A couple of weekends ago, Eric and I took Eleanor to Holland to see Windmill Island. Unfortunately, not all of the tulips were bloomed yet, but it was still a gorgeous day to walk around! We snapped some pictures in the tulip fields and in front of the windmill, and explored the little tourist shops for a while. Afterwards, we headed downtown to visit Frances Jaye (cutest store ever) and grab candy and sodas at Lemonjellos and Holland Peanut Store. I love that little town.
I need to back to Holland this week or next to see all of the tulips in bloom. There is one field that has buffalo roaming too. I've been there before, but not for long, so I need to do a revisit. It's supposed to be beautiful this upcoming weekend for Memorial Day. I'm really excited for a long, and hopefully peaceful, weekend. I want to take a day trip, get majorly caught up on laundry, cleaning and grocery shopping! Plus, I need some major relaxing time!

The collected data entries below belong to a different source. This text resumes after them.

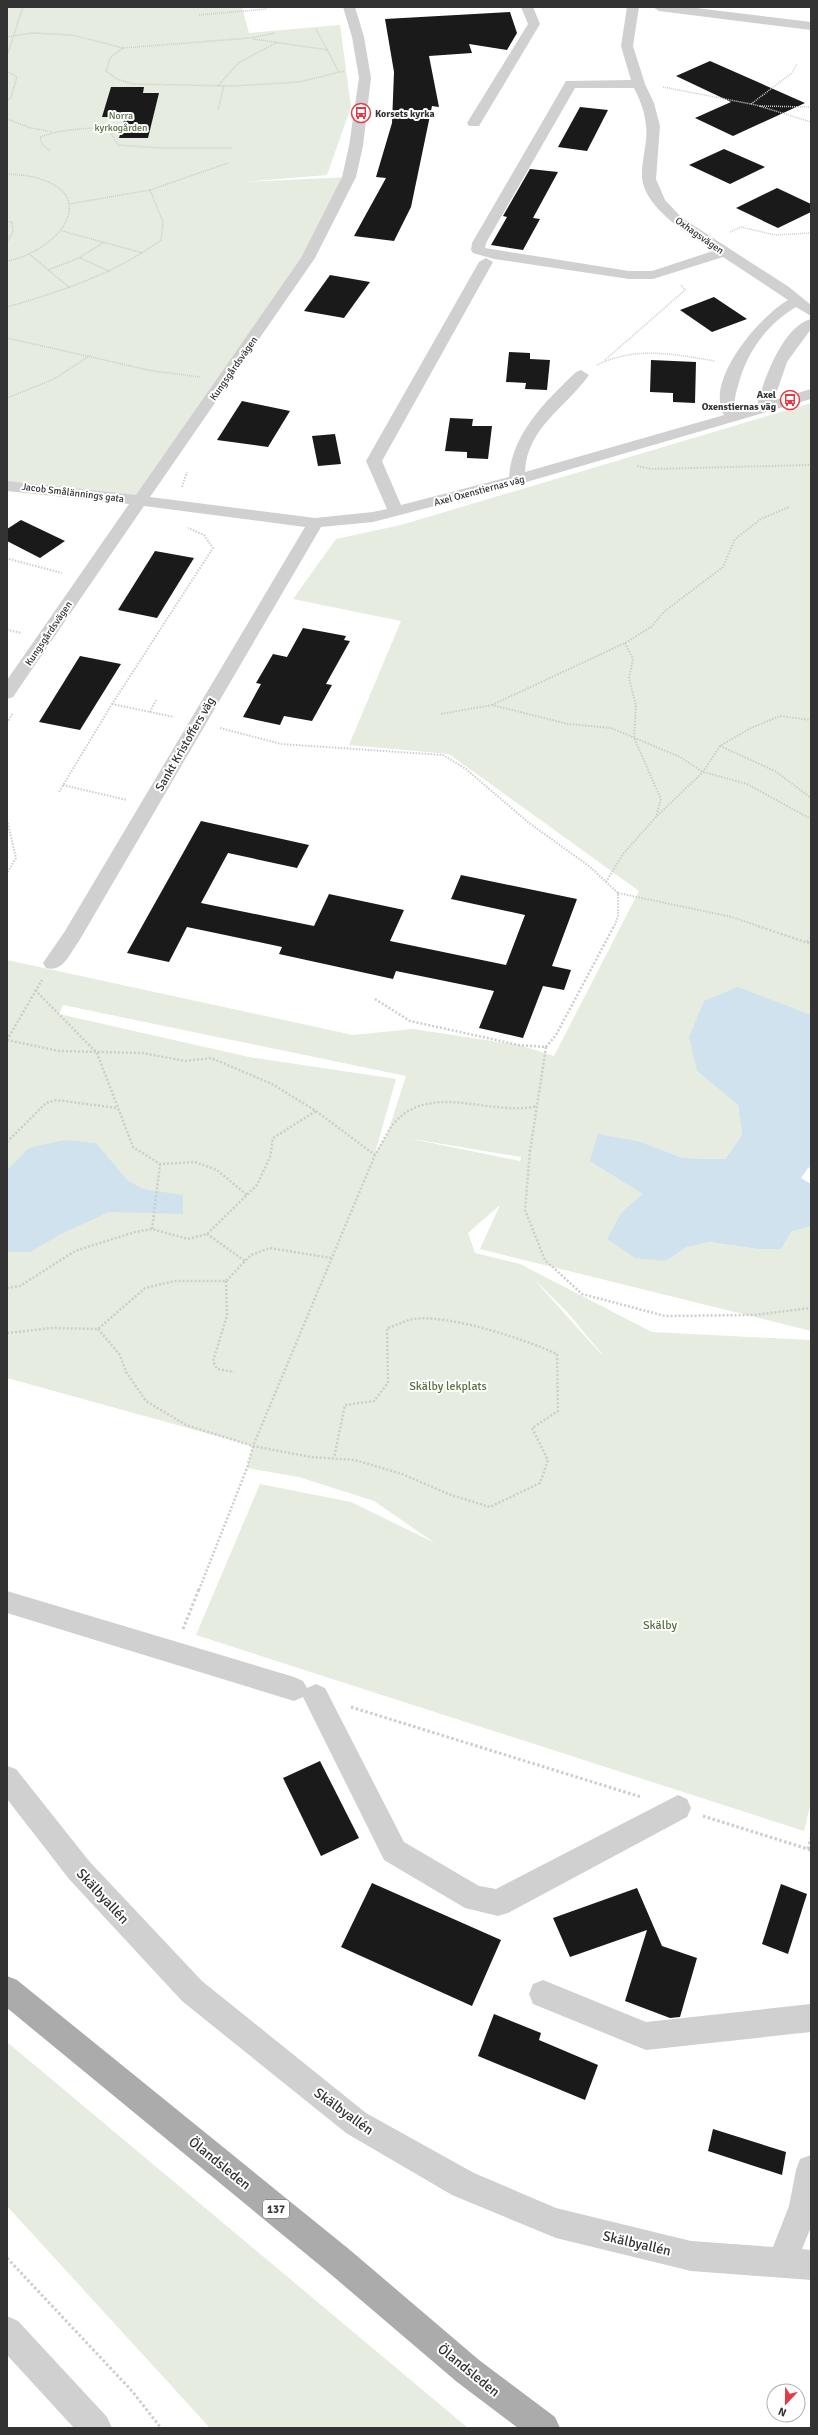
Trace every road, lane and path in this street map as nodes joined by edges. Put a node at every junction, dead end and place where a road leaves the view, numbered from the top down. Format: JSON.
{"nodes":[{"id":1,"x":23,"y":7,"type":"edge"},
{"id":2,"x":349,"y":7,"type":"edge"},
{"id":3,"x":356,"y":7,"type":"edge"},
{"id":4,"x":527,"y":7,"type":"edge"},
{"id":5,"x":633,"y":7,"type":"edge"},
{"id":6,"x":659,"y":7,"type":"edge"},
{"id":7,"x":267,"y":9,"type":"dead end"},
{"id":8,"x":199,"y":15,"type":"dead end"},
{"id":9,"x":811,"y":26,"type":"edge"},
{"id":10,"x":316,"y":29,"type":"dead end"},
{"id":11,"x":275,"y":33,"type":"dead end"},
{"id":12,"x":7,"y":37,"type":"edge"},
{"id":13,"x":12,"y":37,"type":"junction"},
{"id":14,"x":250,"y":38,"type":"junction"},
{"id":15,"x":278,"y":42,"type":"junction"},
{"id":16,"x":123,"y":48,"type":"junction"},
{"id":17,"x":328,"y":50,"type":"junction"},
{"id":18,"x":7,"y":56,"type":"edge"},
{"id":19,"x":798,"y":64,"type":"dead end"},
{"id":20,"x":364,"y":67,"type":"junction"},
{"id":21,"x":7,"y":71,"type":"edge"},
{"id":22,"x":339,"y":72,"type":"junction"},
{"id":23,"x":639,"y":84,"type":"junction"},
{"id":24,"x":218,"y":86,"type":"junction"},
{"id":25,"x":224,"y":86,"type":"junction"},
{"id":26,"x":7,"y":101,"type":"edge"},
{"id":27,"x":751,"y":105,"type":"junction"},
{"id":28,"x":756,"y":106,"type":"junction"},
{"id":29,"x":811,"y":107,"type":"edge"},
{"id":30,"x":218,"y":110,"type":"dead end"},
{"id":31,"x":7,"y":120,"type":"edge"},
{"id":32,"x":811,"y":122,"type":"edge"},
{"id":33,"x":474,"y":123,"type":"dead end"},
{"id":34,"x":53,"y":132,"type":"junction"},
{"id":35,"x":232,"y":148,"type":"dead end"},
{"id":36,"x":50,"y":151,"type":"dead end"},
{"id":37,"x":228,"y":164,"type":"dead end"},
{"id":38,"x":7,"y":174,"type":"edge"},
{"id":39,"x":150,"y":190,"type":"junction"},
{"id":40,"x":69,"y":204,"type":"junction"},
{"id":41,"x":7,"y":221,"type":"edge"},
{"id":42,"x":62,"y":232,"type":"junction"},
{"id":43,"x":811,"y":233,"type":"edge"},
{"id":44,"x":708,"y":241,"type":"junction"},
{"id":45,"x":7,"y":242,"type":"edge"},
{"id":46,"x":104,"y":242,"type":"junction"},
{"id":47,"x":723,"y":252,"type":"junction"},
{"id":48,"x":144,"y":253,"type":"junction"},
{"id":49,"x":28,"y":254,"type":"junction"},
{"id":50,"x":79,"y":258,"type":"junction"},
{"id":51,"x":7,"y":261,"type":"edge"},
{"id":52,"x":486,"y":262,"type":"dead end"},
{"id":53,"x":676,"y":268,"type":"junction"},
{"id":54,"x":48,"y":270,"type":"junction"},
{"id":55,"x":111,"y":272,"type":"junction"},
{"id":56,"x":70,"y":288,"type":"junction"},
{"id":57,"x":797,"y":300,"type":"junction"},
{"id":58,"x":7,"y":307,"type":"edge"},
{"id":59,"x":811,"y":312,"type":"edge"},
{"id":60,"x":811,"y":322,"type":"edge"},
{"id":61,"x":7,"y":338,"type":"edge"},
{"id":62,"x":91,"y":355,"type":"junction"},
{"id":63,"x":605,"y":360,"type":"junction"},
{"id":64,"x":738,"y":364,"type":"junction"},
{"id":65,"x":580,"y":375,"type":"joint"},
{"id":66,"x":224,"y":380,"type":"junction"},
{"id":67,"x":811,"y":394,"type":"edge"},
{"id":68,"x":7,"y":398,"type":"edge"},
{"id":69,"x":764,"y":408,"type":"junction"},
{"id":70,"x":733,"y":416,"type":"junction"},
{"id":71,"x":606,"y":453,"type":"junction"},
{"id":72,"x":811,"y":465,"type":"edge"},
{"id":73,"x":517,"y":480,"type":"junction"},
{"id":74,"x":7,"y":486,"type":"edge"},
{"id":75,"x":139,"y":500,"type":"junction"},
{"id":76,"x":789,"y":507,"type":"dead end"},
{"id":77,"x":396,"y":511,"type":"junction"},
{"id":78,"x":314,"y":523,"type":"junction"},
{"id":79,"x":186,"y":527,"type":"dead end"},
{"id":80,"x":9,"y":559,"type":"dead end"},
{"id":81,"x":84,"y":579,"type":"junction"},
{"id":82,"x":625,"y":642,"type":"junction"},
{"id":83,"x":7,"y":693,"type":"edge"},
{"id":84,"x":156,"y":700,"type":"dead end"},
{"id":85,"x":112,"y":704,"type":"junction"},
{"id":86,"x":492,"y":705,"type":"junction"},
{"id":87,"x":150,"y":712,"type":"junction"},
{"id":88,"x":441,"y":714,"type":"dead end"},
{"id":89,"x":811,"y":720,"type":"edge"},
{"id":90,"x":198,"y":722,"type":"junction"},
{"id":91,"x":634,"y":738,"type":"junction"},
{"id":92,"x":720,"y":746,"type":"junction"},
{"id":93,"x":703,"y":772,"type":"junction"},
{"id":94,"x":63,"y":785,"type":"junction"},
{"id":95,"x":59,"y":792,"type":"dead end"},
{"id":96,"x":811,"y":798,"type":"edge"},
{"id":97,"x":149,"y":805,"type":"junction"},
{"id":98,"x":656,"y":817,"type":"junction"},
{"id":99,"x":811,"y":819,"type":"edge"},
{"id":100,"x":7,"y":820,"type":"edge"},
{"id":101,"x":7,"y":873,"type":"edge"},
{"id":102,"x":606,"y":882,"type":"junction"},
{"id":103,"x":618,"y":893,"type":"junction"},
{"id":104,"x":811,"y":938,"type":"edge"},
{"id":105,"x":807,"y":942,"type":"junction"},
{"id":106,"x":811,"y":944,"type":"edge"},
{"id":107,"x":52,"y":963,"type":"joint"},
{"id":108,"x":35,"y":990,"type":"junction"},
{"id":109,"x":375,"y":999,"type":"dead end"},
{"id":110,"x":7,"y":1040,"type":"edge"},
{"id":111,"x":546,"y":1048,"type":"junction"},
{"id":112,"x":97,"y":1053,"type":"junction"},
{"id":113,"x":537,"y":1106,"type":"junction"},
{"id":114,"x":117,"y":1108,"type":"junction"},
{"id":115,"x":316,"y":1112,"type":"junction"},
{"id":116,"x":7,"y":1142,"type":"edge"},
{"id":117,"x":375,"y":1155,"type":"junction"},
{"id":118,"x":160,"y":1164,"type":"junction"},
{"id":119,"x":247,"y":1195,"type":"junction"},
{"id":120,"x":152,"y":1229,"type":"junction"},
{"id":121,"x":207,"y":1234,"type":"junction"},
{"id":122,"x":331,"y":1258,"type":"junction"},
{"id":123,"x":245,"y":1261,"type":"junction"},
{"id":124,"x":226,"y":1282,"type":"junction"},
{"id":125,"x":7,"y":1288,"type":"edge"},
{"id":126,"x":811,"y":1308,"type":"edge"},
{"id":127,"x":98,"y":1329,"type":"junction"},
{"id":128,"x":7,"y":1333,"type":"edge"},
{"id":129,"x":234,"y":1372,"type":"dead end"},
{"id":130,"x":253,"y":1446,"type":"junction"},
{"id":131,"x":334,"y":1458,"type":"junction"},
{"id":132,"x":7,"y":1602,"type":"edge"},
{"id":133,"x":174,"y":1651,"type":"junction"},
{"id":134,"x":305,"y":1692,"type":"junction"},
{"id":135,"x":7,"y":1778,"type":"edge"},
{"id":136,"x":678,"y":1808,"type":"junction"},
{"id":137,"x":811,"y":1838,"type":"edge"},
{"id":138,"x":810,"y":1849,"type":"edge"},
{"id":139,"x":7,"y":1990,"type":"edge"},
{"id":140,"x":543,"y":1994,"type":"dead end"},
{"id":141,"x":811,"y":2018,"type":"edge"},
{"id":142,"x":811,"y":2170,"type":"edge"},
{"id":143,"x":7,"y":2258,"type":"edge"},
{"id":144,"x":782,"y":2262,"type":"junction"},
{"id":145,"x":811,"y":2265,"type":"edge"},
{"id":146,"x":7,"y":2333,"type":"edge"},
{"id":147,"x":96,"y":2428,"type":"edge"},
{"id":148,"x":161,"y":2428,"type":"edge"},
{"id":149,"x":544,"y":2428,"type":"edge"}],
"edges":[{"from":1,"to":13,"type":"path"},
{"from":2,"to":3,"type":"street"},
{"from":2,"to":20,"type":"street","name":"Kungsgårdsvägen"},
{"from":4,"to":33,"type":"street"},
{"from":5,"to":23,"type":"street","name":"Oxhagsvägen"},
{"from":6,"to":9,"type":"street"},
{"from":7,"to":8,"type":"path"},
{"from":10,"to":17,"type":"path"},
{"from":11,"to":14,"type":"path"},
{"from":12,"to":13,"type":"path"},
{"from":13,"to":16,"type":"path"},
{"from":13,"to":18,"type":"path"},
{"from":14,"to":15,"type":"path"},
{"from":14,"to":16,"type":"path"},
{"from":15,"to":17,"type":"path"},
{"from":15,"to":24,"type":"path"},
{"from":16,"to":24,"type":"path"},
{"from":17,"to":22,"type":"path"},
{"from":19,"to":27,"type":"path"},
{"from":20,"to":22,"type":"path"},
{"from":20,"to":66,"type":"street","name":"Kungsgårdsvägen"},
{"from":21,"to":26,"type":"path"},
{"from":22,"to":25,"type":"path"},
{"from":23,"to":27,"type":"path"},
{"from":23,"to":44,"type":"street","name":"Oxhagsvägen"},
{"from":23,"to":53,"type":"street"},
{"from":24,"to":25,"type":"path"},
{"from":25,"to":30,"type":"path"},
{"from":27,"to":28,"type":"path"},
{"from":28,"to":29,"type":"path"},
{"from":28,"to":32,"type":"path"},
{"from":31,"to":34,"type":"path"},
{"from":34,"to":35,"type":"path"},
{"from":34,"to":36,"type":"path"},
{"from":37,"to":39,"type":"path"},
{"from":38,"to":40,"type":"path"},
{"from":39,"to":40,"type":"path"},
{"from":39,"to":48,"type":"path"},
{"from":40,"to":42,"type":"path"},
{"from":41,"to":45,"type":"path"},
{"from":42,"to":46,"type":"path"},
{"from":42,"to":49,"type":"path"},
{"from":43,"to":44,"type":"path"},
{"from":44,"to":47,"type":"street","name":"Oxhagsvägen"},
{"from":46,"to":48,"type":"path"},
{"from":46,"to":50,"type":"path"},
{"from":47,"to":53,"type":"street"},
{"from":47,"to":57,"type":"street","name":"Oxhagsvägen"},
{"from":48,"to":55,"type":"path"},
{"from":49,"to":51,"type":"path"},
{"from":49,"to":54,"type":"path"},
{"from":50,"to":54,"type":"path"},
{"from":50,"to":55,"type":"path"},
{"from":52,"to":77,"type":"street"},
{"from":53,"to":63,"type":"path"},
{"from":54,"to":56,"type":"path"},
{"from":55,"to":56,"type":"path"},
{"from":56,"to":58,"type":"path"},
{"from":57,"to":59,"type":"street","name":"Oxhagsvägen"},
{"from":57,"to":64,"type":"street"},
{"from":60,"to":69,"type":"street"},
{"from":61,"to":62,"type":"path"},
{"from":62,"to":66,"type":"path"},
{"from":62,"to":68,"type":"path"},
{"from":63,"to":64,"type":"path"},
{"from":63,"to":65,"type":"path"},
{"from":64,"to":70,"type":"street"},
{"from":65,"to":73,"type":"street"},
{"from":66,"to":75,"type":"street","name":"Kungsgårdsvägen"},
{"from":67,"to":69,"type":"street","name":"Axel Oxenstiernas väg"},
{"from":69,"to":70,"type":"street","name":"Axel Oxenstiernas väg"},
{"from":70,"to":71,"type":"street","name":"Axel Oxenstiernas väg"},
{"from":71,"to":72,"type":"path"},
{"from":71,"to":73,"type":"street","name":"Axel Oxenstiernas väg"},
{"from":73,"to":77,"type":"street","name":"Axel Oxenstiernas väg"},
{"from":74,"to":75,"type":"street","name":"Jacob Smålännings gata"},
{"from":75,"to":78,"type":"street","name":"Axel Oxenstiernas väg"},
{"from":75,"to":81,"type":"street","name":"Kungsgårdsvägen"},
{"from":76,"to":82,"type":"path"},
{"from":77,"to":78,"type":"street","name":"Axel Oxenstiernas väg"},
{"from":78,"to":90,"type":"street","name":"Sankt Kristoffers väg"},
{"from":79,"to":85,"type":"path"},
{"from":80,"to":81,"type":"path"},
{"from":81,"to":83,"type":"street","name":"Kungsgårdsvägen"},
{"from":82,"to":86,"type":"path"},
{"from":82,"to":91,"type":"path"},
{"from":84,"to":87,"type":"path"},
{"from":85,"to":87,"type":"path"},
{"from":85,"to":94,"type":"path"},
{"from":86,"to":88,"type":"path"},
{"from":86,"to":91,"type":"path"},
{"from":87,"to":90,"type":"path"},
{"from":89,"to":92,"type":"path"},
{"from":90,"to":97,"type":"street","name":"Sankt Kristoffers väg"},
{"from":90,"to":102,"type":"path"},
{"from":91,"to":93,"type":"path"},
{"from":91,"to":98,"type":"path"},
{"from":92,"to":93,"type":"path"},
{"from":92,"to":96,"type":"path"},
{"from":93,"to":98,"type":"path"},
{"from":93,"to":99,"type":"path"},
{"from":94,"to":95,"type":"path"},
{"from":94,"to":97,"type":"path"},
{"from":97,"to":107,"type":"street","name":"Sankt Kristoffers väg"},
{"from":98,"to":102,"type":"path"},
{"from":100,"to":101,"type":"path"},
{"from":102,"to":103,"type":"path"},
{"from":103,"to":105,"type":"path"},
{"from":103,"to":111,"type":"path"},
{"from":104,"to":105,"type":"path"},
{"from":105,"to":106,"type":"path"},
{"from":107,"to":108,"type":"path"},
{"from":108,"to":110,"type":"path"},
{"from":108,"to":112,"type":"path"},
{"from":109,"to":111,"type":"path"},
{"from":110,"to":112,"type":"path"},
{"from":111,"to":113,"type":"path"},
{"from":112,"to":114,"type":"path"},
{"from":112,"to":115,"type":"path"},
{"from":113,"to":117,"type":"path"},
{"from":113,"to":126,"type":"path"},
{"from":114,"to":116,"type":"path"},
{"from":114,"to":118,"type":"path"},
{"from":115,"to":117,"type":"path"},
{"from":115,"to":119,"type":"path"},
{"from":117,"to":122,"type":"path"},
{"from":118,"to":119,"type":"path"},
{"from":118,"to":120,"type":"path"},
{"from":119,"to":121,"type":"path"},
{"from":120,"to":121,"type":"path"},
{"from":120,"to":125,"type":"path"},
{"from":121,"to":123,"type":"path"},
{"from":122,"to":123,"type":"path"},
{"from":122,"to":130,"type":"path"},
{"from":123,"to":124,"type":"path"},
{"from":124,"to":127,"type":"path"},
{"from":124,"to":129,"type":"path"},
{"from":127,"to":128,"type":"path"},
{"from":127,"to":130,"type":"path"},
{"from":130,"to":131,"type":"path"},
{"from":130,"to":133,"type":"path"},
{"from":131,"to":131,"type":"path"},
{"from":132,"to":133,"type":"street"},
{"from":133,"to":134,"type":"street"},
{"from":134,"to":136,"type":"path"},
{"from":134,"to":136,"type":"street"},
{"from":135,"to":144,"type":"street","name":"Skälbyallén"},
{"from":136,"to":138,"type":"path"},
{"from":137,"to":138,"type":"path"},
{"from":139,"to":149,"type":"main road","name":"Ölandsleden","number":"137"},
{"from":140,"to":141,"type":"street"},
{"from":142,"to":144,"type":"street"},
{"from":143,"to":148,"type":"path"},
{"from":144,"to":145,"type":"street","name":"Skälbyallén"},
{"from":146,"to":147,"type":"street"}]}
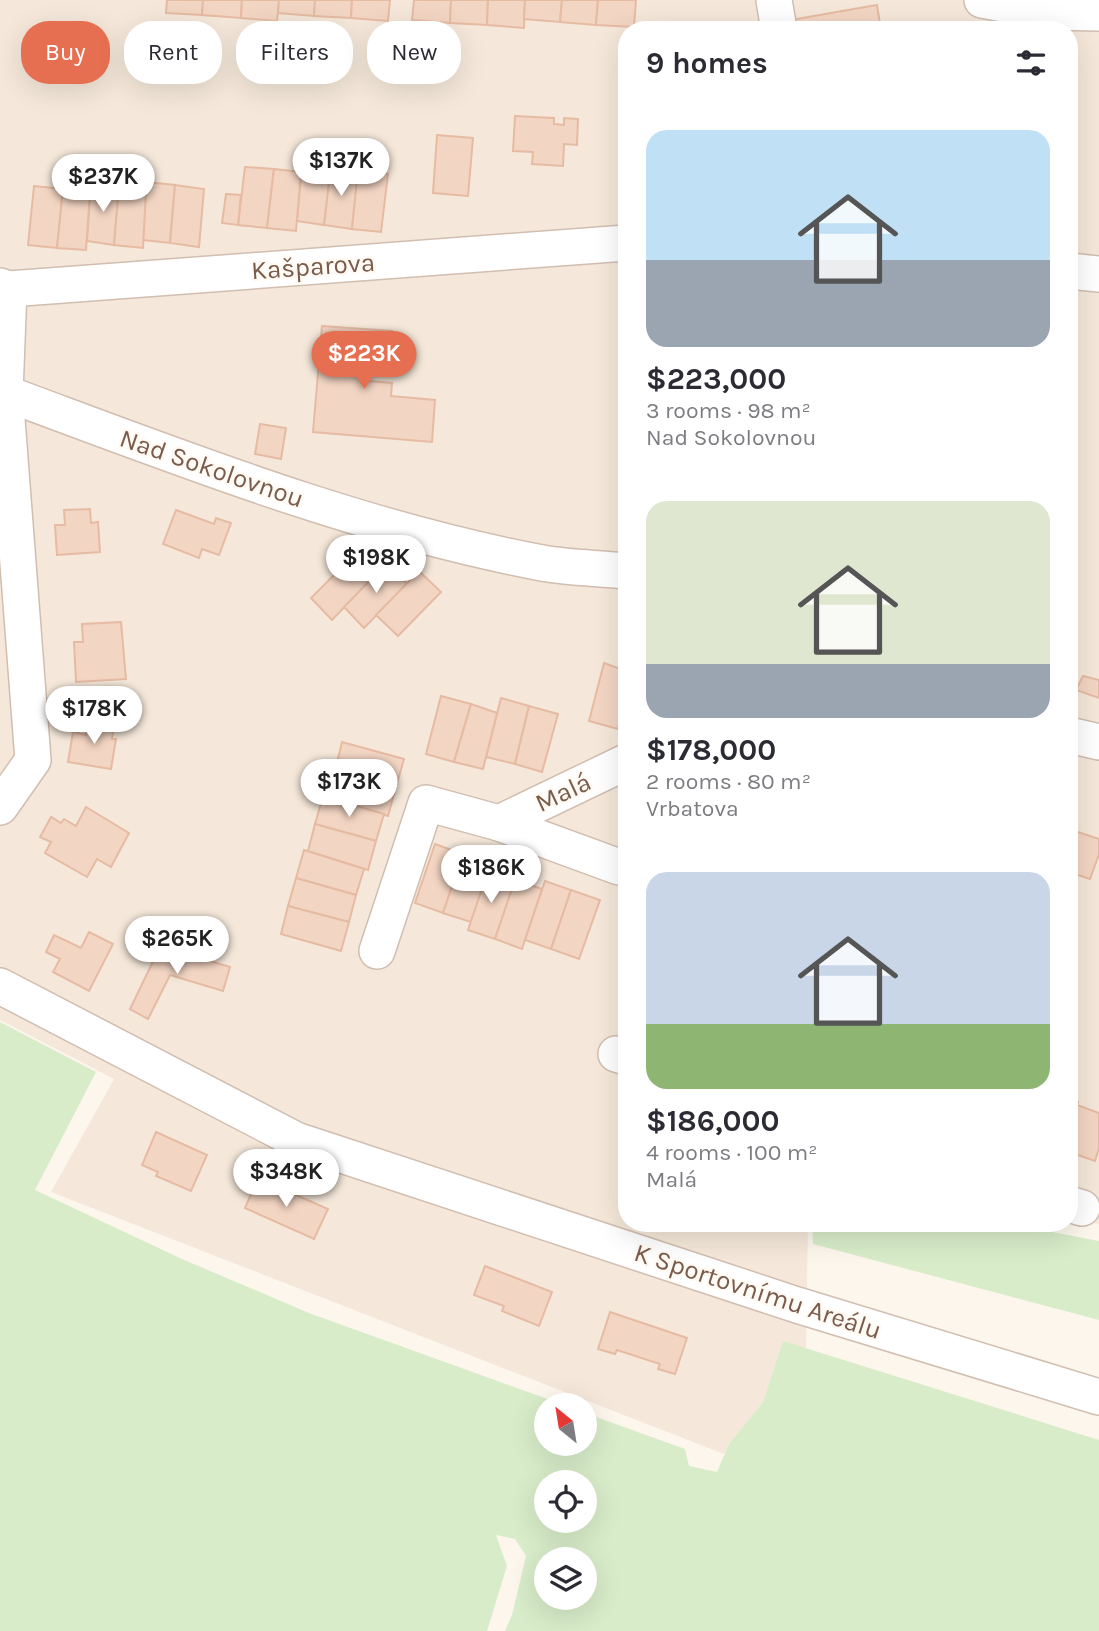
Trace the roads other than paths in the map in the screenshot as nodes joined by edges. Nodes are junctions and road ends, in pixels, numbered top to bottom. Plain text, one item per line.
1 (774, 0) edge
2 (982, 0) edge
3 (1099, 13) edge
4 (778, 21) edge
5 (618, 244) edge
6 (1078, 272) edge
7 (1099, 275) edge
8 (5, 287) edge
9 (3, 393) edge
10 (618, 570) edge
11 (1078, 737) edge
12 (1099, 742) edge
13 (618, 766) edge
14 (0, 807) edge
15 (499, 822) junction
16 (618, 867) edge
17 (376, 951) dead end
18 (0, 986) edge
19 (1099, 1397) edge

1 - 4 street
2 - 3 street
5 - 8 street, Kašparova
6 - 7 street
8 - 9 street
9 - 10 street, Nad Sokolovnou
9 - 14 street
11 - 12 street
13 - 15 street, Malá
15 - 16 street, Malá
15 - 17 street, Malá
18 - 19 street, K Sportovnímu Areálu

I just took Eleanor to the airport today to head back home to New Zealand. She was here for three weeks, and it honestly flew by! It's crazy how time flies. But it was so amazing to have her here with us and to finally meet her after blogging together for almost four years, and trading clothes for three. I'm really glad I was able to give her a taste of life in Grand Rapids and Michigan. I got a little teary in the airport. It's been kind of a rough week in general, and goodbyes are always sad!
I want to write a more detailed post soon about perfection, because I don't want you guys to ever think that my life is perfect or that I think my life is perfect. Because it's definitely not perfect. Certain moments, times and things? Of course. I post pictures and memories of the good times, and I've warned you all before that I'm going to continue to do so. But that's not to say my real life is just sunlit fields and floral dresses. Eric and I argue sometimes, I get insanely stressed about my schedule, I cry a lot, I'm dealing with serious back pain right now due to a kidney issue, and I never ever feel like I'm "on top" of things. Please be realistic when reading my blog (or anyone's for that matter!) and don't compare your life to theirs thinking how perfect they are. Blogs are not always true portrayals of someone's real life and issues. They are supposed to be fun (or mine is at least) and that's how I intend to keep it.